“Funciona como un reloj suizo”. Este dicho tan extendido define a la perfección la merecida fama que tienen nuestros compañeros inseparables de muñeca fabricados en el país helvético.
Y es que no es casualidad que muchas de las marcas más cotizadas de esta industria procedan de aquí, especialmente de la ciudad de Ginebra. No en vano, se trata de una tradición que se remonta a hace siglos, y que se ha ido perfeccionando con el paso del tiempo.
Tenemos que trasladarnos, concretamente, a mediados del siglo XVI, época durante la cual el reformador Calvin prohibió, precisamente en Ginebra, la exhibición de todo tipo de riqueza. Teniendo en cuenta que en la villa bañada por el Lago Léman la orfebrería era uno de los sectores más arraigados, esta decisión fue, desde luego, un gran problema. Pero también una gran oportunidad.
Así, los artesanos se lanzaron a buscar alternativas a los anillos o los colgantes, y pensaron en la relojería. Lo hicieron tan bien que, antes de que acabara la centuria, los productos ya tenían fama mundial y se exportaban a todos los puntos del planeta.

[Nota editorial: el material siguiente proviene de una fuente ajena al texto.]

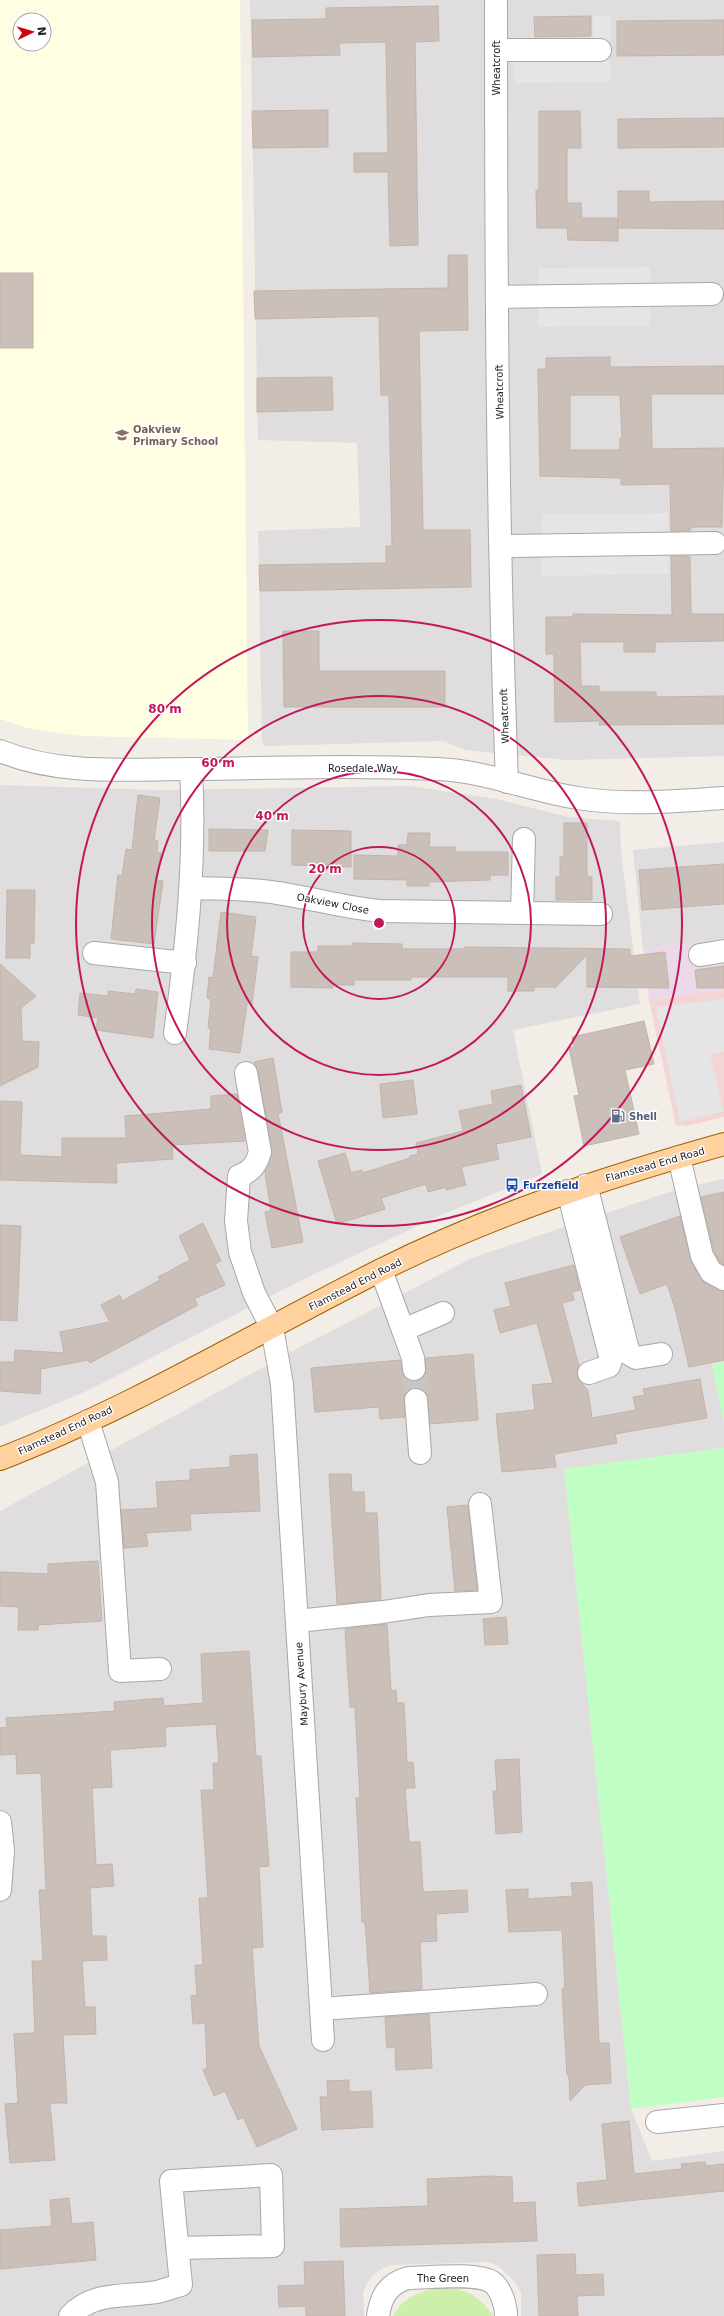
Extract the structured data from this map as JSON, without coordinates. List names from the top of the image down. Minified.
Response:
{"streets":{"main road":["Flamstead End Road"],"street":["Wheatcroft","Rosedale Way","Oakview Close","Maybury Avenue","The Green"]},"crossings":[["Wheatcroft","Rosedale Way"],["Flamstead End Road","Maybury Avenue"]],"places":{"school or university":["Oakview Primary School"],"fuel station":["Shell"],"bus stop":["Furzefield"]},"north":"right","rings":["80 m","60 m","40 m","20 m"]}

Muy pronto, la fabricación de estas piezas traspasó fronteras y se extendió desde Ginebra al resto del territorio nacional, también en parte porque muchos orfebres tuvieron que emigrar de la ciudad ante la “superpoblación” de fabricantes de relojes. Como muestra, un dato: a finales del siglo XVIII, solo la ciudad de Ginebra exportaba anualmente más de 60.000 relojes.

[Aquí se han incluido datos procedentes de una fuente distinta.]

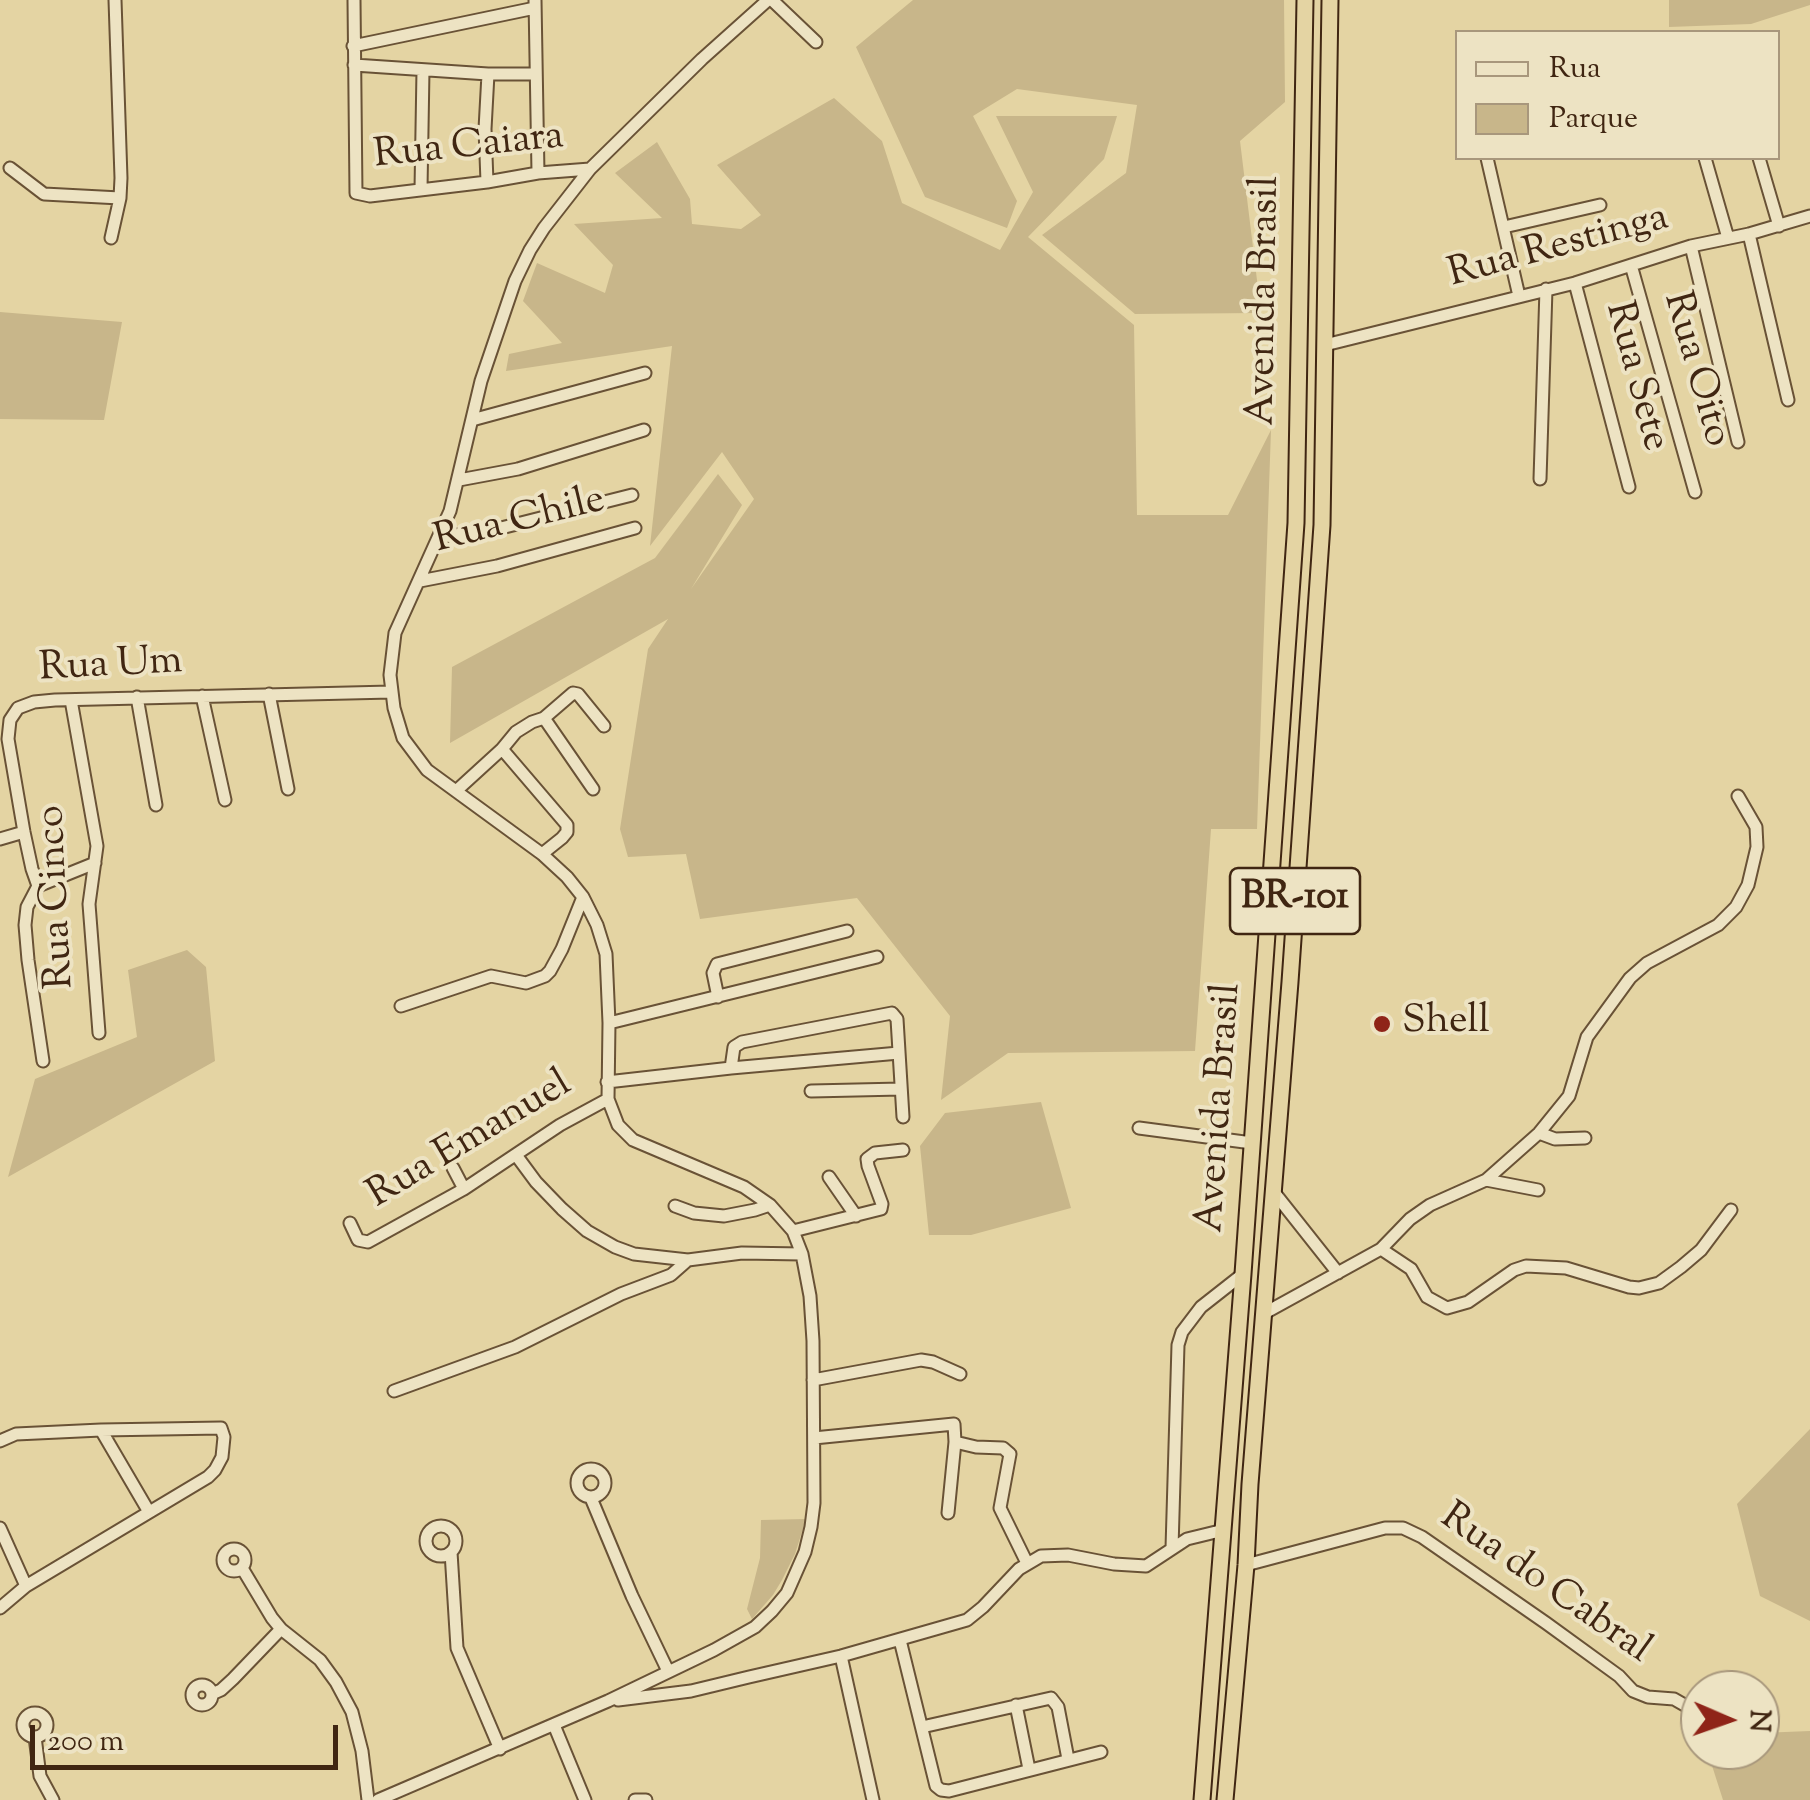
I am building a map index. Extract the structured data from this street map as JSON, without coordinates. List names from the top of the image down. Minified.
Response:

Y así siguió a lo largo de casi todo el XIX. Los bolsillos de los ciudadanos de cualquier rincón del globo portaban, para estar al tanto de la hora, un reloj fabricado en Suiza. Incluso llegaron a superar en número de piezas fabricadas al entonces imparable Imperio Británico. Sin embargo, en la segunda mitad de dicho siglo, empezaron a producirse relojes en EE.UU., mucho más baratos y de gran calidad.
Como consecuencia, en solo 10 años las exportaciones de relojes suizos a Estados Unidos se contrajeron en un 75%. Por ello, y para hacer frente a este nuevo hándicap, se decidió buscar la precisión y, lo que es más importante, crear una marca para distinguirla. Nacía así el hoy mítico ‘Swiss made’, que perdura hasta nuestros días: solo se considera suizo un reloj que cumpla determinadas condiciones en términos de fabricación, ensamblaje del mecanismo y control final.
La crisis del siglo XX
Durante todo el siglo XX, los relojes suizos fueron incorporando nuevas funcionalidades, como calendario o cronómetro, así como diversas mejoras. De hecho, Rolex fue la firma que, en los años veinte, construyó el primer reloj resistente al agua.
Sin embargo, hubo un hito que estuvo a punto de cambiarlo todo. En 1967, en el Centre Electronique Horloger (CEH – Centro de relojes electrónicos) de Neuenburg, Suiza, se “descubría” el cuarzo como material idóneo para la fabricación de relojes. Mientras japoneses y norteamericanos se lanzaron a perfeccionarlo, en Suiza se dejó un poco de lado y los esfuerzos se centraron en el desarrollo y la optimización de relojes mecánicos. La historia es por todos conocida: los años setenta fueron los del auge de los relojes digitales, dejando a los tradicionales producidos en Suiza en una situación más que complicada.
Ahora abre el cajón y echa un vistazo. Porque casi seguro encontrarás un reloj de la marca Swatch. Y es que, gracias a sus relojes de cuarzo analógicos, presentados en 1985 y pensados más como accesorio de moda, resurgió, una vez más, la industria relojera helvética.
Un punto de inflexión que sirvió para la reflexión y que ha permitido que, a pesar de los “smartwatch” y la crisis del coronavirus, la industria goce de buena salud en la actualidad.